Few claim health insurance tax credit

Brad Dorsey

2 min read ·

SHARE

If you claimed the Small Employer Health Insurance Tax Credit last year, congratulations. You are one of few employers who not only qualified but persevered through complex calculations.

Health care tax credit too complex for employers

According to a report issued this month by the U.S. Government Accountability Office, fewer than 12 percent of the businesses that were expected to claim the credit in 2010 did so. The GAO study, conducted at the request of Senate Small Business and Entrepreneurship Committee ranking member Olympia Snowe (R-ME) and House Small Business Committee Chairman Sam Graves (R-MO), found that 170,300 small businesses claimed the credit in 2010 at a cost of $468 million.

The numbers fall far below the estimates of government agencies and small business advocacy groups, which suggested that between 1.4 million and 4 million businesses would be eligible to claim the credit and that the cost of the credit would come to $2 billion in fiscal year 2010 and $40 billion from fiscal years 2010 to 2019.

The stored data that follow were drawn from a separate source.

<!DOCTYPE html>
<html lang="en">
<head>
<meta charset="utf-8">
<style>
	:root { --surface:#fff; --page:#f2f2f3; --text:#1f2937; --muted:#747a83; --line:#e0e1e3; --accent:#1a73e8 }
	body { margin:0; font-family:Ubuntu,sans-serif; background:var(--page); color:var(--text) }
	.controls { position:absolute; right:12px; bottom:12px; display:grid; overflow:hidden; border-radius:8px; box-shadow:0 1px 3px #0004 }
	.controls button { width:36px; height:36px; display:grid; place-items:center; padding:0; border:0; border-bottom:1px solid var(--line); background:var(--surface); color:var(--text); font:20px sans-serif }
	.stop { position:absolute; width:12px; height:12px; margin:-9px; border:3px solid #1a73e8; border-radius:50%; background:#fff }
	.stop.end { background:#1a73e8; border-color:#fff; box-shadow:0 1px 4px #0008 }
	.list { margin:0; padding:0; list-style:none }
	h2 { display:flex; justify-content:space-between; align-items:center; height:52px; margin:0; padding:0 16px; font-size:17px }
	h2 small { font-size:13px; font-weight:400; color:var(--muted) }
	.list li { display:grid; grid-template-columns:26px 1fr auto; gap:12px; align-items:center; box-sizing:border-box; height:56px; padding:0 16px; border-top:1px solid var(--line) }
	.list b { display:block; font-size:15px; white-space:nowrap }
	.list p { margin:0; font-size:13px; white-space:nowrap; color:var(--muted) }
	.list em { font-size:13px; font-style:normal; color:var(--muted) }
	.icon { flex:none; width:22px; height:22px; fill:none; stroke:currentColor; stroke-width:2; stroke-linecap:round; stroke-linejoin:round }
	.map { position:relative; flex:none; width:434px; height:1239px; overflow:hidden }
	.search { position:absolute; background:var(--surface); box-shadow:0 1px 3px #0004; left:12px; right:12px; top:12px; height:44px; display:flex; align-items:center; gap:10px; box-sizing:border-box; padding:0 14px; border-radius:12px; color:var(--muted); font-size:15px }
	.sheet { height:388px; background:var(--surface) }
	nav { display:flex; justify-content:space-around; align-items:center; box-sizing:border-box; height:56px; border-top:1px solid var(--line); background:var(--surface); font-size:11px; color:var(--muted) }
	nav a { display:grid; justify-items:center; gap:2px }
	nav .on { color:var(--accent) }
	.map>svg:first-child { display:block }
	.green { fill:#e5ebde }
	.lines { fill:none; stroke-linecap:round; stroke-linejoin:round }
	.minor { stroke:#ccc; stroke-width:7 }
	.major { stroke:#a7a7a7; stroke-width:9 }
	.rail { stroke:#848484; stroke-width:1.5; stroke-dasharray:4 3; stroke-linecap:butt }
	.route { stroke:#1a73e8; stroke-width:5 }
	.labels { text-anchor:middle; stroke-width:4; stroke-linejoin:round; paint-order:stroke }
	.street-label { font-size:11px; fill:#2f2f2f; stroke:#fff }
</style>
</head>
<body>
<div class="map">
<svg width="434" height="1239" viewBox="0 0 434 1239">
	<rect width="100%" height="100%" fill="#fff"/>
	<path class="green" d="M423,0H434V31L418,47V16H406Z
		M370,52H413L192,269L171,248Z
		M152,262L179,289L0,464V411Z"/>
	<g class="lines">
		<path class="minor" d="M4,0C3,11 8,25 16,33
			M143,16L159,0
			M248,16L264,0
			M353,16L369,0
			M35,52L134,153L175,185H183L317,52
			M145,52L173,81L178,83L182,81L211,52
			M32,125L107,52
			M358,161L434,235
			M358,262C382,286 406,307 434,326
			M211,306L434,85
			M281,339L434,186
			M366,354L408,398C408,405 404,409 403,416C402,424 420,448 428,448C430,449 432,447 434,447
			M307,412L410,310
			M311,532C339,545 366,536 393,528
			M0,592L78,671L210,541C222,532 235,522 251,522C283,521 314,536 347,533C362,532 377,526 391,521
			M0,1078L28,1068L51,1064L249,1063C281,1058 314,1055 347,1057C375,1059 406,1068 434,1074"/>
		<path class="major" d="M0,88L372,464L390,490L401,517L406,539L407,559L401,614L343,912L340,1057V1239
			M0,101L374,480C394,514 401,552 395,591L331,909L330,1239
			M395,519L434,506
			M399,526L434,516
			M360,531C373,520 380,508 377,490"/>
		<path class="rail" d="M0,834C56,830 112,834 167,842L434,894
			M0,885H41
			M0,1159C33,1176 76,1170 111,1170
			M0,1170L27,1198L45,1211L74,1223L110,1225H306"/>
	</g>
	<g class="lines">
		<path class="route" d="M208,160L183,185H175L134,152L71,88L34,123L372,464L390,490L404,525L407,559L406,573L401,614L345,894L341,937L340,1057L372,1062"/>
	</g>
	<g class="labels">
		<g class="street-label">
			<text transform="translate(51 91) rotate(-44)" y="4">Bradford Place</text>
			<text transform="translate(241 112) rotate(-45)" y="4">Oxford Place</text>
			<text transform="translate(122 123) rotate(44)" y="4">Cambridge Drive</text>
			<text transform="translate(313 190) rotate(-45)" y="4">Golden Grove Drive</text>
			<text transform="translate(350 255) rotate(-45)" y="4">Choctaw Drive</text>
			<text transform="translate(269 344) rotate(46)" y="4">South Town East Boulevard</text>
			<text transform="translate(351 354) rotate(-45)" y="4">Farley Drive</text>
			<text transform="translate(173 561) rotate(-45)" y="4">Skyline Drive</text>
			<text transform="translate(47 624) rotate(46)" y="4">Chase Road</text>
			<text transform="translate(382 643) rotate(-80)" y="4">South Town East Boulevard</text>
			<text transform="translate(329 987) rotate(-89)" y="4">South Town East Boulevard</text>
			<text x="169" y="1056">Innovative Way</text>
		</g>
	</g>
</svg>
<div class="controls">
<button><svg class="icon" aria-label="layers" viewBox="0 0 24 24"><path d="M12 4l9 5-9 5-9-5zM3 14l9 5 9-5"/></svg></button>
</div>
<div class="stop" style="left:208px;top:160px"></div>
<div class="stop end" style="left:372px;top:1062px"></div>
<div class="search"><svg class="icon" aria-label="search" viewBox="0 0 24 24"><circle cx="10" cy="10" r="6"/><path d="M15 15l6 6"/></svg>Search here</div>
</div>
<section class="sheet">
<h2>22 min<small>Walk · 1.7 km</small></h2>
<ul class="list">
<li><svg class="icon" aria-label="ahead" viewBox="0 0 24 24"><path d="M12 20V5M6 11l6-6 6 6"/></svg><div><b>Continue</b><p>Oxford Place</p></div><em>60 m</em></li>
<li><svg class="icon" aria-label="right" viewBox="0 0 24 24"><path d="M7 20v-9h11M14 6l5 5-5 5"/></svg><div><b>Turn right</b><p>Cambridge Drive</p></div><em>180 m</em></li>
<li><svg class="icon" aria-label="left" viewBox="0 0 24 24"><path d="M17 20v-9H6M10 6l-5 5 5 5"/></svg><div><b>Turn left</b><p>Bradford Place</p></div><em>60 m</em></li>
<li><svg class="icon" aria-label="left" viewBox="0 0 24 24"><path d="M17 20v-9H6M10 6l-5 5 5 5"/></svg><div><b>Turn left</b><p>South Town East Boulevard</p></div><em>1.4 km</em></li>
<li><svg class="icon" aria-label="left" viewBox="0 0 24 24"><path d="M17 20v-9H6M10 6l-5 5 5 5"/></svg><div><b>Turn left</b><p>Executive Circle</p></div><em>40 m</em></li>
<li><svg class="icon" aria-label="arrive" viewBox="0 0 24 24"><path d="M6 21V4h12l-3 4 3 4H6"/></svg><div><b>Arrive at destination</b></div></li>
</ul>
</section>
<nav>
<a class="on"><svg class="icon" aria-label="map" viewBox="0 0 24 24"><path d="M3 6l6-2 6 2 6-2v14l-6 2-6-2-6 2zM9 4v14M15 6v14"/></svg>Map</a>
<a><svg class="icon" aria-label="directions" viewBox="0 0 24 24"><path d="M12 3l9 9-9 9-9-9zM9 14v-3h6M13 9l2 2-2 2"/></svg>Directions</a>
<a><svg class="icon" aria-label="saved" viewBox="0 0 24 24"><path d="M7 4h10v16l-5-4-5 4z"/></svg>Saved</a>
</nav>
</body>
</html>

According to two earlier studies conducted by the Kaiser Family Foundation and the National Federation of Independent Businesses, which is seeking to overturn the President's health care reform bill, only half of small businesses were even aware of the credit in May 2011, a year after Congress authorized it. But even among the half who knew about it, few claimed the credit.

To qualify for the credit, a small business must employ fewer than 25 full-time-equivalent employees, pay average annual wages of less than $50,000 per FTE, and uniformly pay at least 50 percent of the cost of premiums for enrolled employees. The value of the credit varies based on several factors including wages and number of employees.

The GAO reported that a factor limiting the credit's use was that as many as 83 percent of very small employers do not offer health insurance, and therefore do not qualify. Employers' representatives, tax preparers, and insurance brokers told the GAO that the credit was not large enough to be an incentive to employers to offer insurance.

GAO also reported that some employers who do offer health insurance were unable to claim the credit due to complex rules regarding full-time equivalent employees and average wages. For others, the time required to calculate the credit was not worth the amount they would collect, according to tax preparers who spoke to GAO.

"It is discouraging that so many small companies are still burdened by compliance with the health care law," Congressman Graves and Senator Snowe said in a statement. "The President claimed that the health care tax credit would help small businesses deal with the weight of this massive law, but, according to this study, it has been grossly ineffective."

Graves and Snowe suggested that the GAO report confirms the tax credit is "too complex" and did not provide a significant solution to small businesses' long-term compliance problems. "The health care reform law is simply bad policy that is holding small businesses back, and therefore should be repealed. The data shows that a miniscule tax credit won't change this dynamic," they said.